Youth Olympics begin with a bang!
Wednesday 18 August 2010
The inaugural Youth Olympic Games opened with a bang in Singapore as the official ceremony featured an extravagant firework display on the world's largest floating stage.
The Games’ flame entered the stadium on water as it travelled in a floating dragon with flapping wings and breathing fire as part of the vibrant opening which included a mix of theatre, music, dance and official protocol.
The 12-day event will involve 3,500 athletes aged from 14 to 18, including 40 representatives from Team GB - a number of which are former Sainsbury’s UK School Games competitors.
They are: Victoria Ohuruogu, Andrew Elkins, David Bolarinwa, Freya Jones, Themba Luhana, Zak Seddon, Georgia Peel, Louisa James, Sophie McKinna, Annie Tagoe [all athletes], Amy Radford, Alex Tofalides [both fencers], Laura Mitchell [gymnastics], Ellie Faulkner [swimming] and Sarah Milne [badminton].
Andrew Martin, who attended the Youth Sport Trust’s 2008 National Talent Orientation Camp, will be going all out in his canoe for Team GB.
Following their progress will be the Youth Sport Trust’s Guin Batten who is volunteering at the Games.
Guin, who won silver for Great Britain at the 2000 Summer Olympics in the quadruple scull and now works for the Trust as Head of Research and Innovation in the TOP Foundation, is in Singapore in an official capacity, beginning with overseeing conditions on the race track for the young rowers, monitoring the wind and scanning the weather forecasts. Next week, Guin’s duties will take her into the Athlete Village.
She picked one particular highlight from her first week in Singapore which illustrated for her the “power of the Games” in a uniquely different way.

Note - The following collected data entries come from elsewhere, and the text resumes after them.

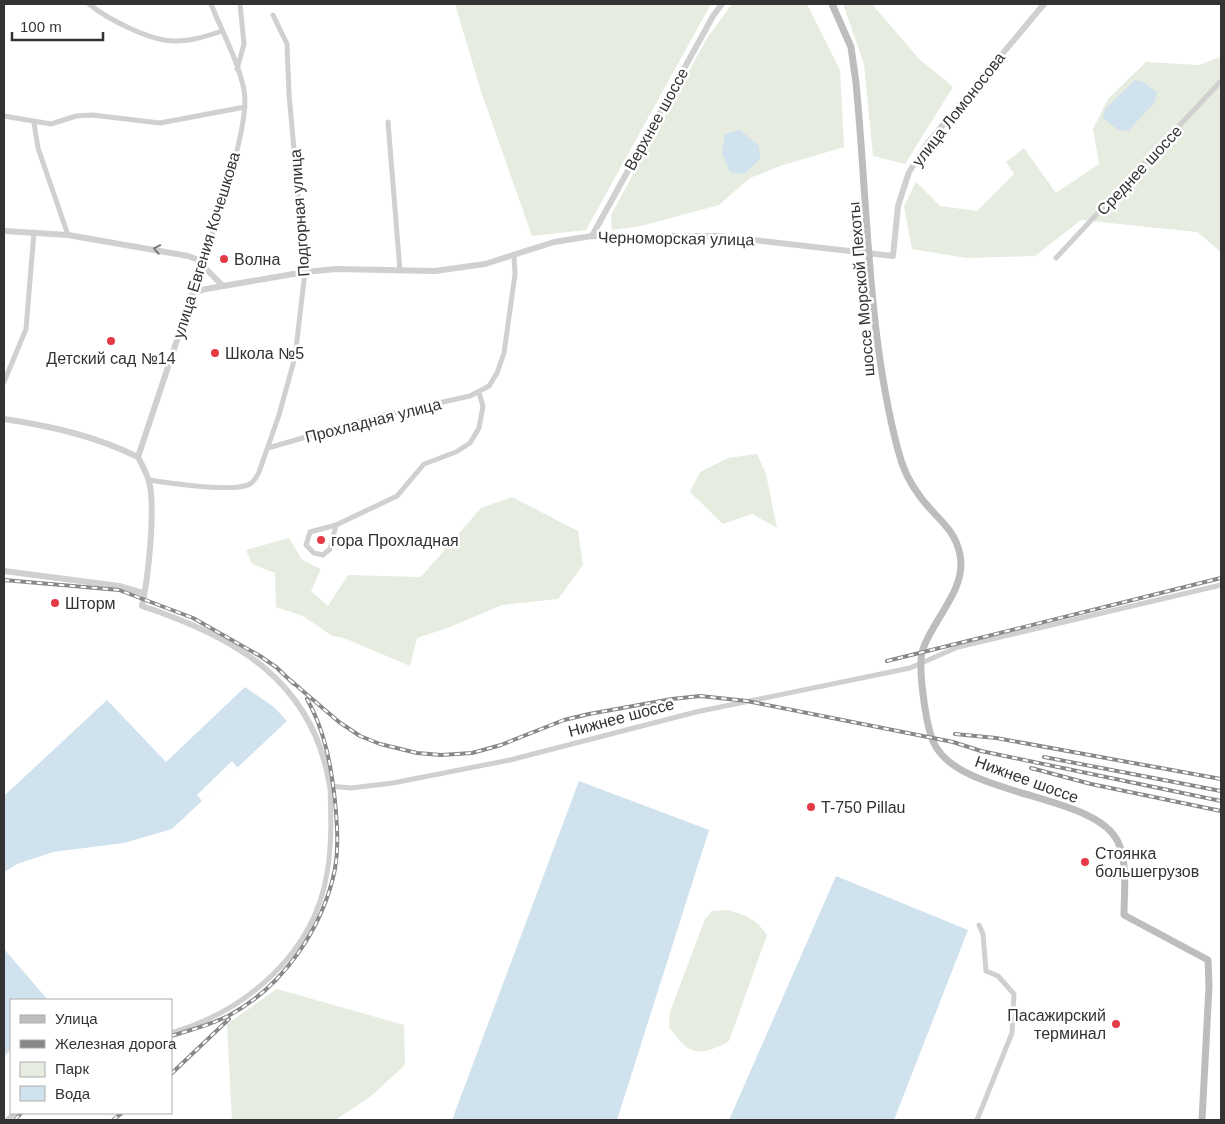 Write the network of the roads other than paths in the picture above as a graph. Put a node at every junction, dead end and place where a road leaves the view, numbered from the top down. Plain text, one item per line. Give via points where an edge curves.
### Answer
1 (89, 4) edge
2 (210, 4) edge
3 (240, 4) edge
4 (722, 4) edge
5 (832, 4) edge
6 (1044, 4) edge
7 (273, 14) dead end
8 (222, 32) junction
9 (237, 69) junction
10 (1221, 81) edge
11 (245, 108) junction
12 (4, 116) edge
13 (388, 122) dead end
14 (34, 123) junction
15 (4, 231) edge
16 (34, 232) junction
17 (68, 236) junction
18 (592, 236) junction
19 (870, 254) junction
20 (514, 256) junction
21 (893, 256) joint
22 (1056, 258) dead end
23 (202, 265) junction
24 (400, 271) junction
25 (305, 272) junction
26 (223, 286) junction
27 (193, 293) junction
28 (4, 382) edge
29 (479, 393) junction
30 (4, 420) edge
31 (268, 448) junction
32 (138, 457) junction
33 (149, 480) junction
34 (336, 525) junction
35 (4, 571) edge
36 (1221, 585) edge
37 (144, 593) junction
38 (919, 666) junction
39 (330, 786) junction
40 (979, 925) dead end
41 (172, 1032) edge
42 (977, 1120) edge
43 (1202, 1120) edge

1 - 8 street via 102,14 162,40 196,39
2 - 8 street, улица Евгения Кочешкова
3 - 9 street via 244,44
4 - 18 street, Верхнее шоссе
5 - 19 main road, шоссе Морской Пехоты via 851,47
6 - 21 street, улица Ломоносова via 927,144 910,172 898,206
7 - 25 street, Подгорная улица via 287,44
8 - 9 street, улица Евгения Кочешкова
9 - 11 street, улица Евгения Кочешкова via 244,90
10 - 22 street, Среднее шоссе
11 - 14 street via 160,123 92,115 51,124
11 - 23 street, улица Евгения Кочешкова via 235,154
12 - 14 street
13 - 24 street
14 - 17 street via 38,148
15 - 16 street
16 - 17 street
16 - 28 street via 26,329
23 -> 17 street via 183,254
18 - 19 street, Черноморская улица via 718,236
18 - 20 street, Черноморская улица via 554,242
19 - 21 street, Черноморская улица
19 - 38 main road, шоссе Морской Пехоты via 879,360 899,454 919,496 947,524 960,556 957,584 929,636
20 - 24 street, Черноморская улица via 436,271
20 - 29 street via 515,274 504,353 489,386
23 - 26 street
23 - 27 street, улица Евгения Кочешкова
24 - 25 street, Черноморская улица via 336,269
25 - 26 street, Черноморская улица
25 - 31 street, Подгорная улица via 295,357
26 - 27 street, Черноморская улица
27 - 32 street, улица Евгения Кочешкова
29 - 31 street, Прохладная улица via 375,417
29 - 34 street via 482,413 479,428 470,443 424,464 397,496
30 - 32 street via 64,429 114,445
31 - 33 street, Подгорная улица via 259,472 249,485 208,486
32 - 33 street
33 - 37 street via 151,506
34 - 34 street via 310,532 306,545 314,554 323,555 330,549
35 - 37 street via 120,586
36 - 38 street, Нижнее шоссе via 958,647
37 - 39 street via 142,606 181,619 228,644 264,667 285,686 314,729
38 - 39 street, Нижнее шоссе via 696,712 510,760 393,783 351,788
38 - 43 main road, Нижнее шоссе via 932,739 948,762 978,778 1084,814 1109,829 1122,854 1124,915 1208,960
39 - 41 street via 327,875 306,930 274,976 251,996 218,1016
40 - 42 street via 983,934 986,971 998,976 1014,994 1012,1033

“It is the story of a 12-year-old boy who followed the flame as it journeyed hand-to-hand across Singapore,” she said. “At first no one noticed through the pouring rain, the little figure in flip flops, running just behind the flame taking pictures for his scrapbook. Gradually one by one the volunteers noticed him. In all he ran over 15km, and the following day he was invited to become torchbearer No. 6327. A great beginning to the Games,” she added.